> AIM OF THE TASK: Nothing in the records may be altered, and no picture may be included. Restate them in full.

> DATA EXTRACT:

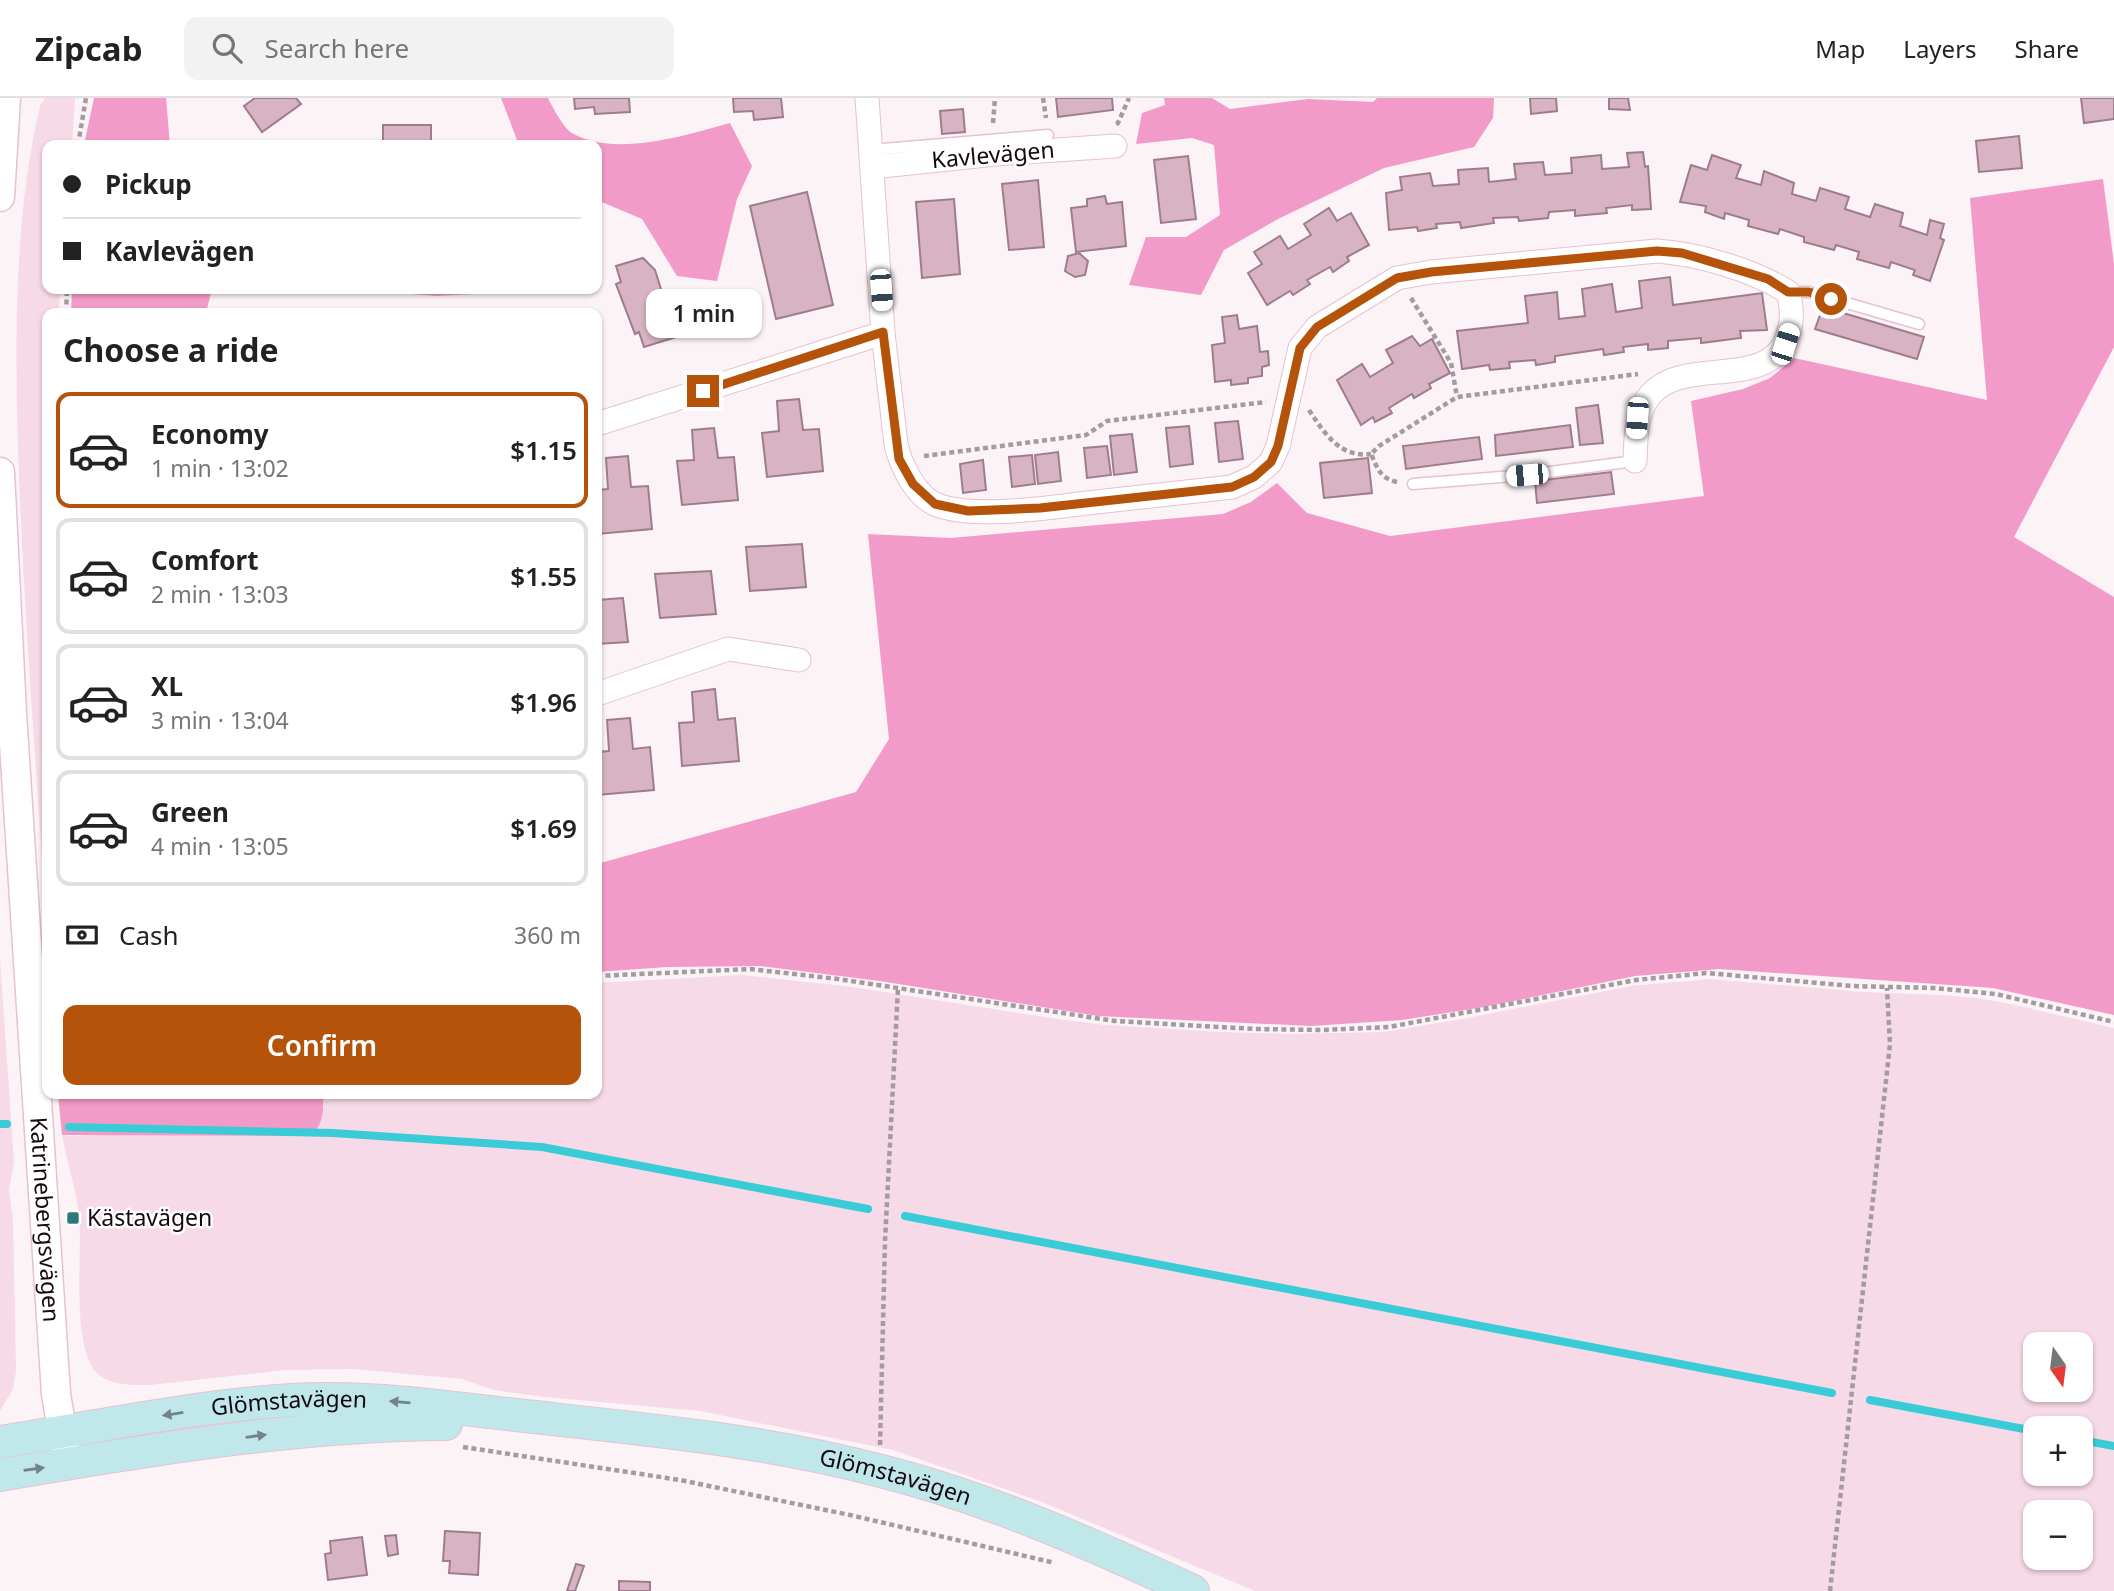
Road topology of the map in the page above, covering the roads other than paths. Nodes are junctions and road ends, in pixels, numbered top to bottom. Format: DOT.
graph roads {
  1 [pos="6,98"];
  2 [pos="867,98"];
  3 [pos="1048,135"];
  4 [pos="1115,146"];
  5 [pos="871,158"];
  6 [pos="0,197"];
  7 [pos="1788,292"];
  8 [pos="1919,324"];
  9 [pos="883,332"];
  10 [pos="602,422"];
  11 [pos="1635,461"];
  12 [pos="0,472"];
  13 [pos="1413,484"];
  14 [pos="799,660"];
  15 [pos="602,692"];
  16 [pos="581,1422"];
  17 [pos="62,1433"];
  18 [pos="0,1442"];
  19 [pos="68,1464"];
  20 [pos="0,1475"];
  21 [pos="1193,1591"];
  1 -- 6 [label="street"];
  2 -- 5 [label="street"];
  3 -- 5 [label="lane"];
  4 -- 5 [label="street, Kavlevägen"];
  5 -- 9 [label="street"];
  7 -- 8 [label="lane"];
  7 -- 9 [label="street"];
  7 -- 11 [label="street"];
  9 -- 10 [label="street"];
  11 -- 13 [label="lane"];
  12 -- 17 [label="street, Katrinebergsvägen"];
  14 -- 15 [label="street"];
  16 -- 17 [label="main road, Glömstavägen, one-way"];
  19 -- 16 [label="main road, Glömstavägen, one-way"];
  16 -- 21 [label="main road, Glömstavägen"];
  17 -- 18 [label="main road, Glömstavägen"];
  17 -- 19 [label="street, Katrinebergsvägen"];
  20 -- 19 [label="main road, Glömstavägen, one-way"];
}
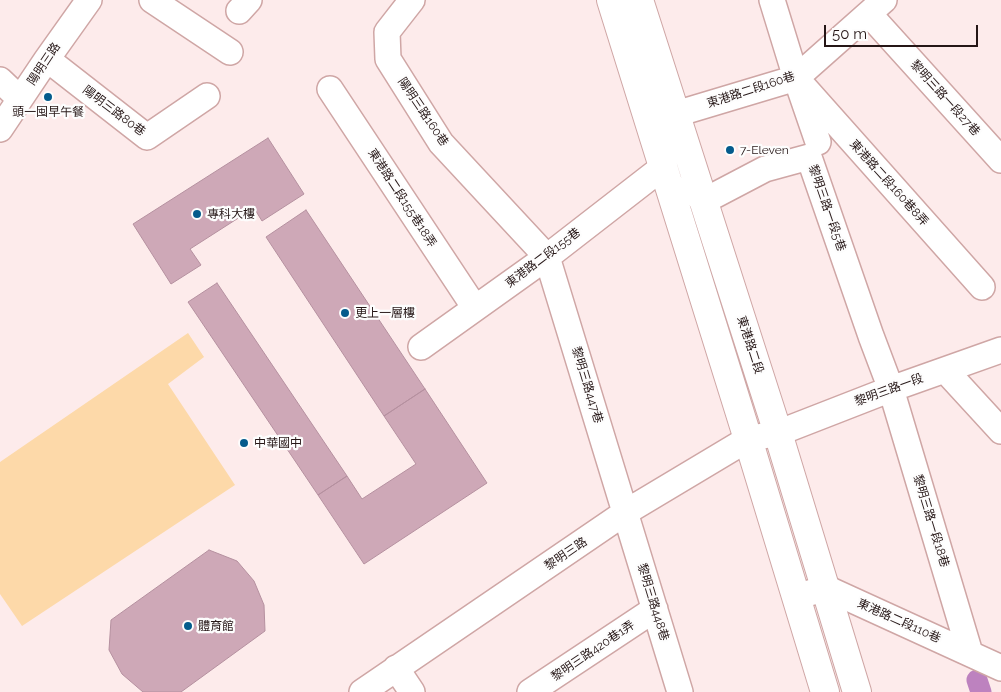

> WRITTEN SOLUTION:
Road topology of the map in the page above, covering the roads other than paths. Nodes are junctions and road ends, in pixels, numbered top to bottom. Format: DOT.
graph roads {
  1 [pos="6,98"];
  2 [pos="867,98"];
  3 [pos="1048,135"];
  4 [pos="1115,146"];
  5 [pos="871,158"];
  6 [pos="0,197"];
  7 [pos="1788,292"];
  8 [pos="1919,324"];
  9 [pos="883,332"];
  10 [pos="602,422"];
  11 [pos="1635,461"];
  12 [pos="0,472"];
  13 [pos="1413,484"];
  14 [pos="799,660"];
  15 [pos="602,692"];
  16 [pos="581,1422"];
  17 [pos="62,1433"];
  18 [pos="0,1442"];
  19 [pos="68,1464"];
  20 [pos="0,1475"];
  21 [pos="1193,1591"];
  1 -- 6 [label="street"];
  2 -- 5 [label="street"];
  3 -- 5 [label="lane"];
  4 -- 5 [label="street, Kavlevägen"];
  5 -- 9 [label="street"];
  7 -- 8 [label="lane"];
  7 -- 9 [label="street"];
  7 -- 11 [label="street"];
  9 -- 10 [label="street"];
  11 -- 13 [label="lane"];
  12 -- 17 [label="street, Katrinebergsvägen"];
  14 -- 15 [label="street"];
  16 -- 17 [label="main road, Glömstavägen, one-way"];
  19 -- 16 [label="main road, Glömstavägen, one-way"];
  16 -- 21 [label="main road, Glömstavägen"];
  17 -- 18 [label="main road, Glömstavägen"];
  17 -- 19 [label="street, Katrinebergsvägen"];
  20 -- 19 [label="main road, Glömstavägen, one-way"];
}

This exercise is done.